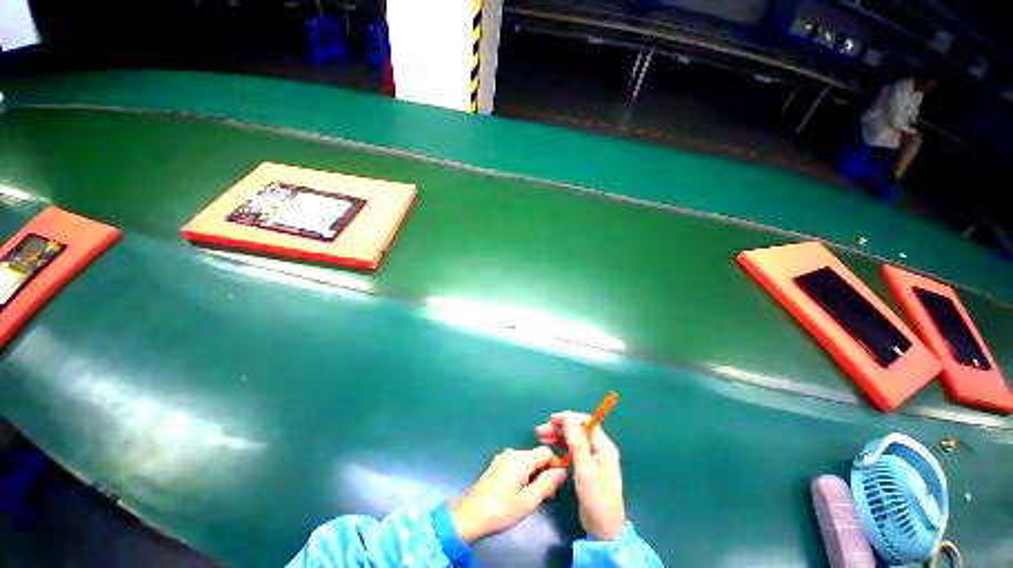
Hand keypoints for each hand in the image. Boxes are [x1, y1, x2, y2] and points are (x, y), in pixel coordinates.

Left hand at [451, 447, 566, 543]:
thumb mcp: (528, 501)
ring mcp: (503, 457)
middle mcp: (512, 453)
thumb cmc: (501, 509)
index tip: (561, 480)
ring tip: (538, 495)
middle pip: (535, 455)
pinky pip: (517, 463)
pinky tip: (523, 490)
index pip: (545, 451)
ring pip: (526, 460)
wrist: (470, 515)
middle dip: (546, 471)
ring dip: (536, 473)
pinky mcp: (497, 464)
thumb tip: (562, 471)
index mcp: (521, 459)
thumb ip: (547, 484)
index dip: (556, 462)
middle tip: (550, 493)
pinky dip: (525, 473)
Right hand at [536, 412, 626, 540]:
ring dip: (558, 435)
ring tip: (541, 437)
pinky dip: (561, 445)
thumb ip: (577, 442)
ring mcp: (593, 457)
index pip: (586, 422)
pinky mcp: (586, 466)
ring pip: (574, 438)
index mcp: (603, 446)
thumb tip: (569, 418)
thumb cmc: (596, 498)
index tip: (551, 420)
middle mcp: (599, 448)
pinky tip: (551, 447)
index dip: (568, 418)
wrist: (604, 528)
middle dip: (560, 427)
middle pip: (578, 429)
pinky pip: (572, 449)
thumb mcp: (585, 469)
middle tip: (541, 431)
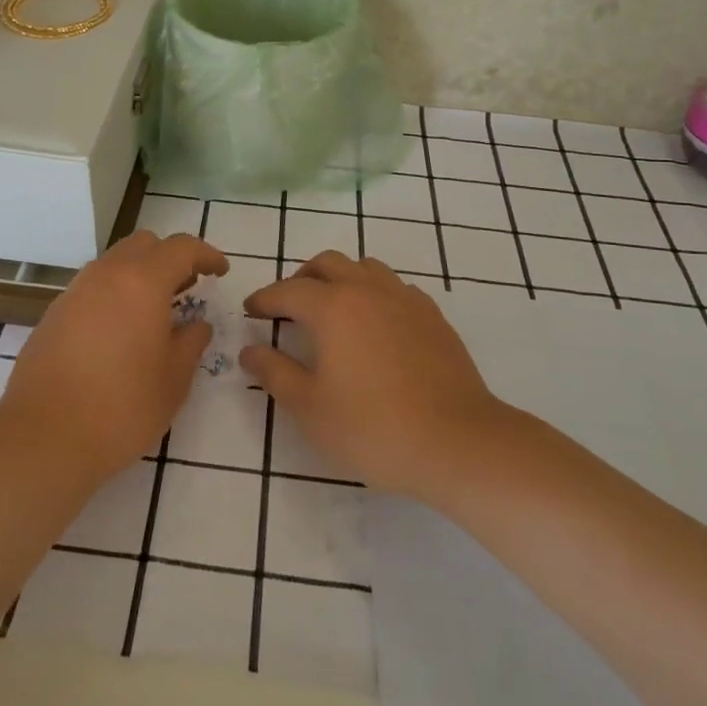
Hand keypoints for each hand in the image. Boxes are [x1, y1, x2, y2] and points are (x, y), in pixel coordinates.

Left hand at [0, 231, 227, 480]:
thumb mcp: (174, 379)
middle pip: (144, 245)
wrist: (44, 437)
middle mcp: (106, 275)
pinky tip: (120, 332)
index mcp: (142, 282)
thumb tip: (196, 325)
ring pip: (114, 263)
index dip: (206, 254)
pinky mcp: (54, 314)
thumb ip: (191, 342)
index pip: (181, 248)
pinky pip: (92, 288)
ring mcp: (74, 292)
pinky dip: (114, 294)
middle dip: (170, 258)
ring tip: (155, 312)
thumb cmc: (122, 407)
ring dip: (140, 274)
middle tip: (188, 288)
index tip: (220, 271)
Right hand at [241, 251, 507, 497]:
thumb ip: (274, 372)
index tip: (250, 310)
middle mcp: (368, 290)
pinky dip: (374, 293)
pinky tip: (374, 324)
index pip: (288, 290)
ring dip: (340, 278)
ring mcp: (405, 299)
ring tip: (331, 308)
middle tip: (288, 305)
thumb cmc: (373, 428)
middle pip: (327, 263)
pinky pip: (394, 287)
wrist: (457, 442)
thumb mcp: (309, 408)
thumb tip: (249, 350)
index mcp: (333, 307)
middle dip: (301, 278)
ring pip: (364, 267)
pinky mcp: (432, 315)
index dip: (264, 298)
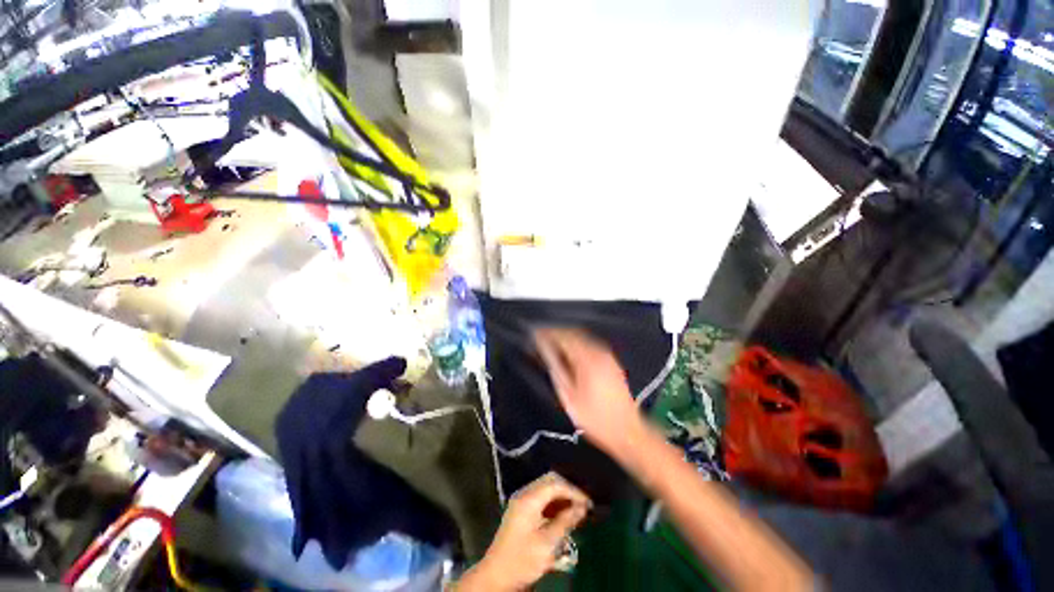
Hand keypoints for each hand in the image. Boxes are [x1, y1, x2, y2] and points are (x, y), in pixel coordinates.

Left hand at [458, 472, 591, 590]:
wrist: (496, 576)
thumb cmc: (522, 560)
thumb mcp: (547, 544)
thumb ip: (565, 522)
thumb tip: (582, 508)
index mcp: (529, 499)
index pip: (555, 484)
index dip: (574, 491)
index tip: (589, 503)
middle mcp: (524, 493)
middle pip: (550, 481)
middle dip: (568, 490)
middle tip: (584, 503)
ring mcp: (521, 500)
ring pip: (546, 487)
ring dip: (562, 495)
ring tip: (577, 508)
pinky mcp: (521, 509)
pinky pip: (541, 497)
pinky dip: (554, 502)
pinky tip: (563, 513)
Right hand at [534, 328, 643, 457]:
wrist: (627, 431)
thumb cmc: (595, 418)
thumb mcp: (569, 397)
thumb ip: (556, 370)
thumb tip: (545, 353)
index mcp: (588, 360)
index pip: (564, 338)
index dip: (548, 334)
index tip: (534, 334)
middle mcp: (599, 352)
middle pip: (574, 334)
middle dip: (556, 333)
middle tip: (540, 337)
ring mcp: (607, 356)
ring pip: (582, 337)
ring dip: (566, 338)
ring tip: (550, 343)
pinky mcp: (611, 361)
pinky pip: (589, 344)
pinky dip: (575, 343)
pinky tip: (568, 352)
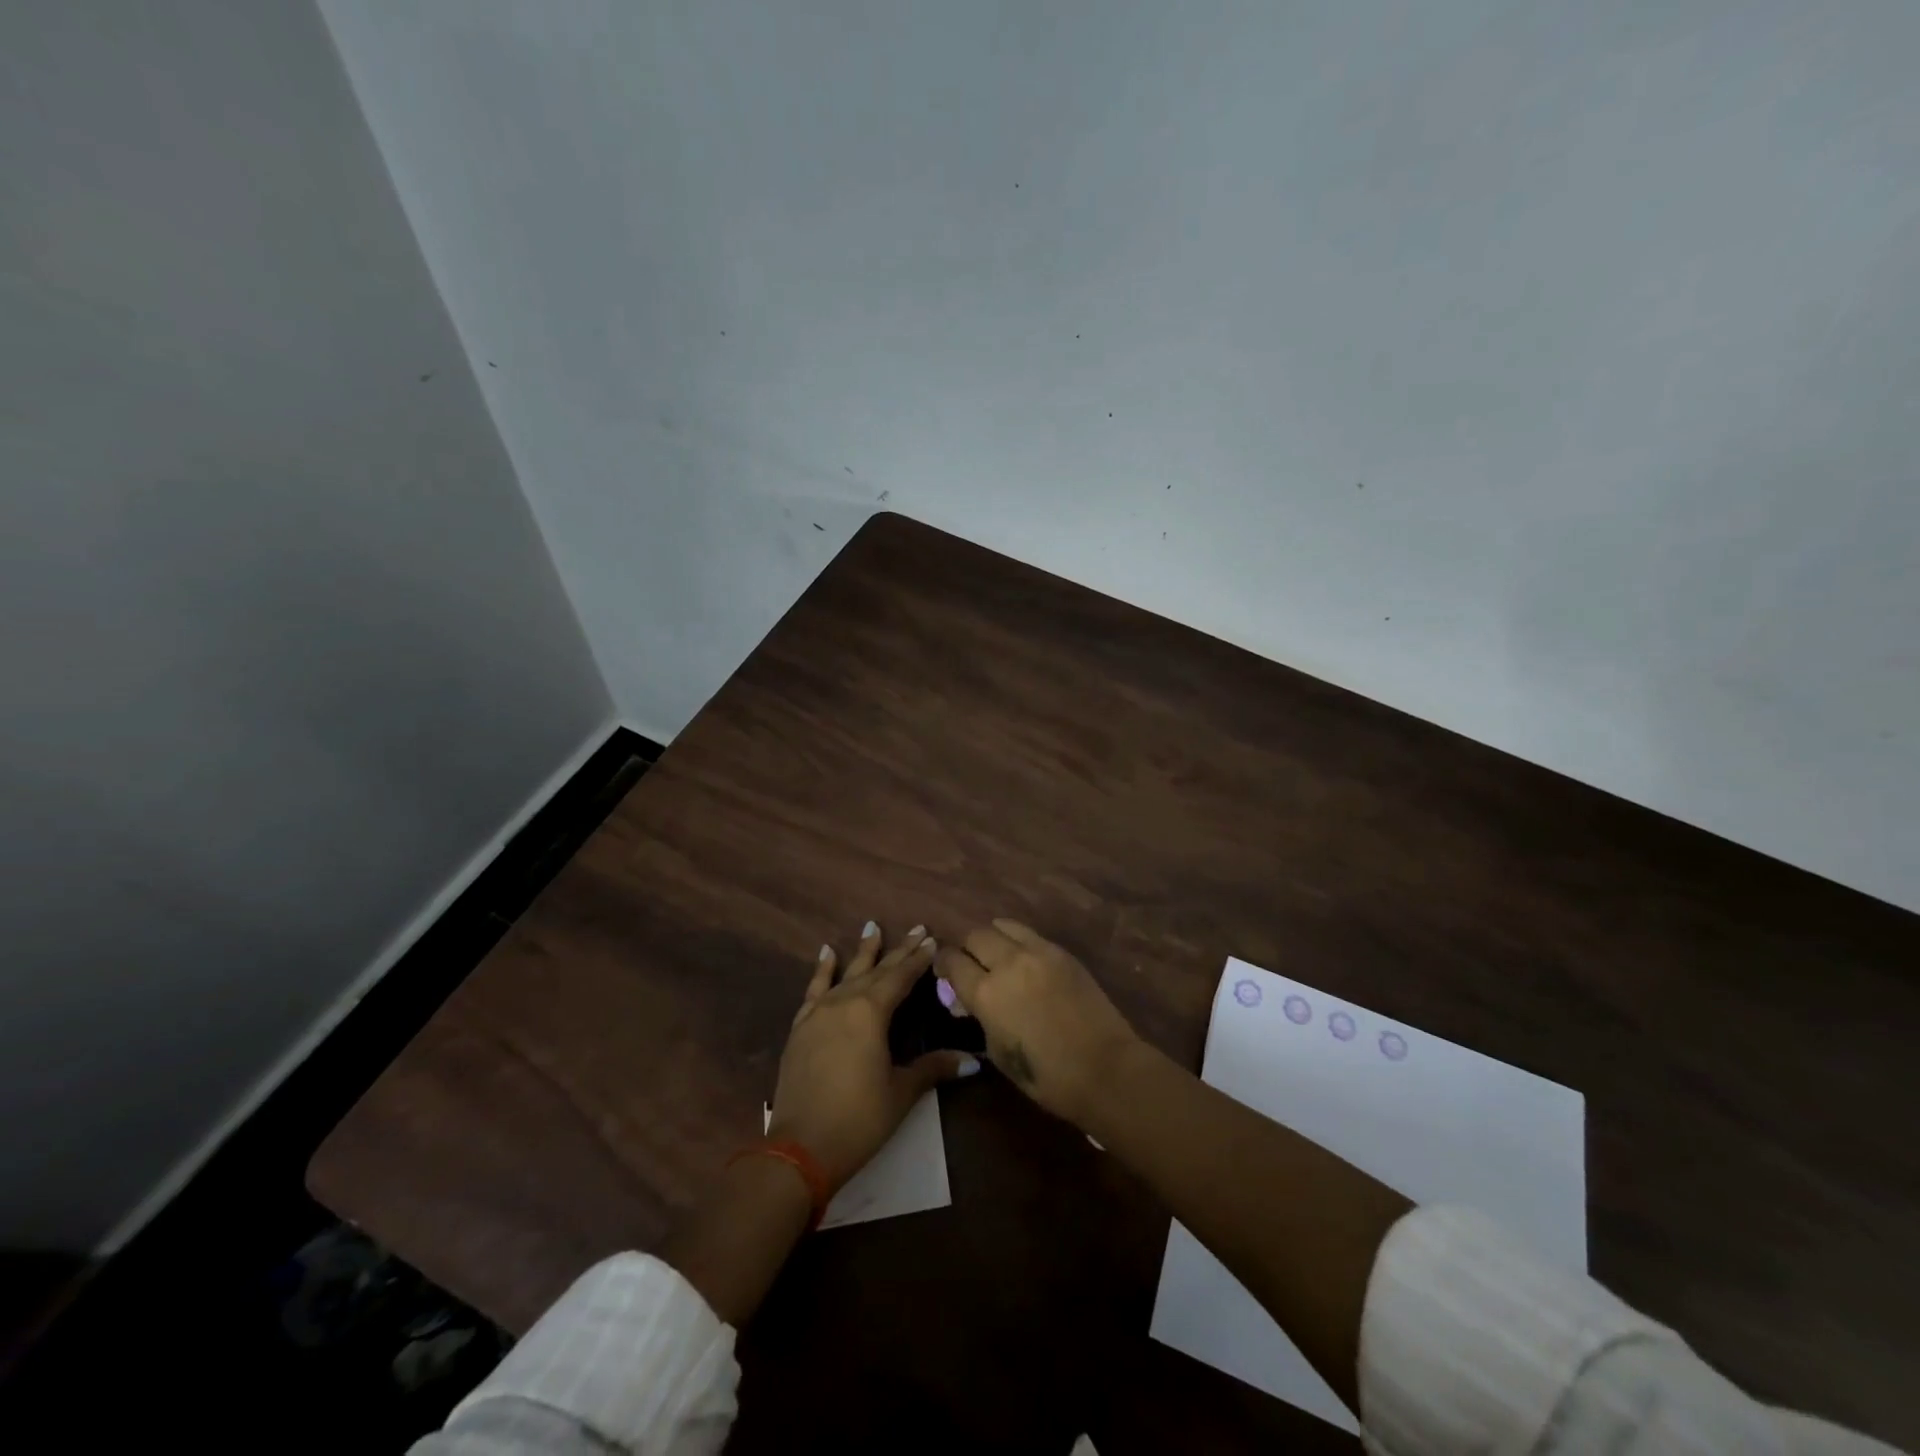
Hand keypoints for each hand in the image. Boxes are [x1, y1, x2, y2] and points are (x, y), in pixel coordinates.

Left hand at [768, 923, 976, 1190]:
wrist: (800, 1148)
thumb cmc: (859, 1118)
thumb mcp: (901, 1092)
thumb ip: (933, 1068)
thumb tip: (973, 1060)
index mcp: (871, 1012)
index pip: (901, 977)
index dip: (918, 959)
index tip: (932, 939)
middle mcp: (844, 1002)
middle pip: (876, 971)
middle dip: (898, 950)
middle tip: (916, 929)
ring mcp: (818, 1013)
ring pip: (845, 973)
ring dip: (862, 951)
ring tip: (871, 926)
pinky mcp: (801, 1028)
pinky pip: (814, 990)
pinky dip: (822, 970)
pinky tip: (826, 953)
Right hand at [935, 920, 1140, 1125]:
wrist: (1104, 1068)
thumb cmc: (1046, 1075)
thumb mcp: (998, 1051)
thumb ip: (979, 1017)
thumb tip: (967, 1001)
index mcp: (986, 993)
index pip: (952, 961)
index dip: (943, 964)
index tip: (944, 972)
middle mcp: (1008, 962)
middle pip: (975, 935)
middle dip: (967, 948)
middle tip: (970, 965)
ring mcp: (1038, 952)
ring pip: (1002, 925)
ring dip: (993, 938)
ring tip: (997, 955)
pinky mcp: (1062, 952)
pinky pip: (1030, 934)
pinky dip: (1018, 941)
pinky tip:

****************

- _TASK REQUIREMENTS_
Copy out the lines above with "wrist" in them.

- _YOUR SOLUTION_
wrist: (470, 515)
wrist: (604, 528)
wrist: (44, 437)
wrist: (457, 442)
wrist: (496, 576)
wrist: (627, 431)
wrist: (800, 1148)
wrist: (1104, 1068)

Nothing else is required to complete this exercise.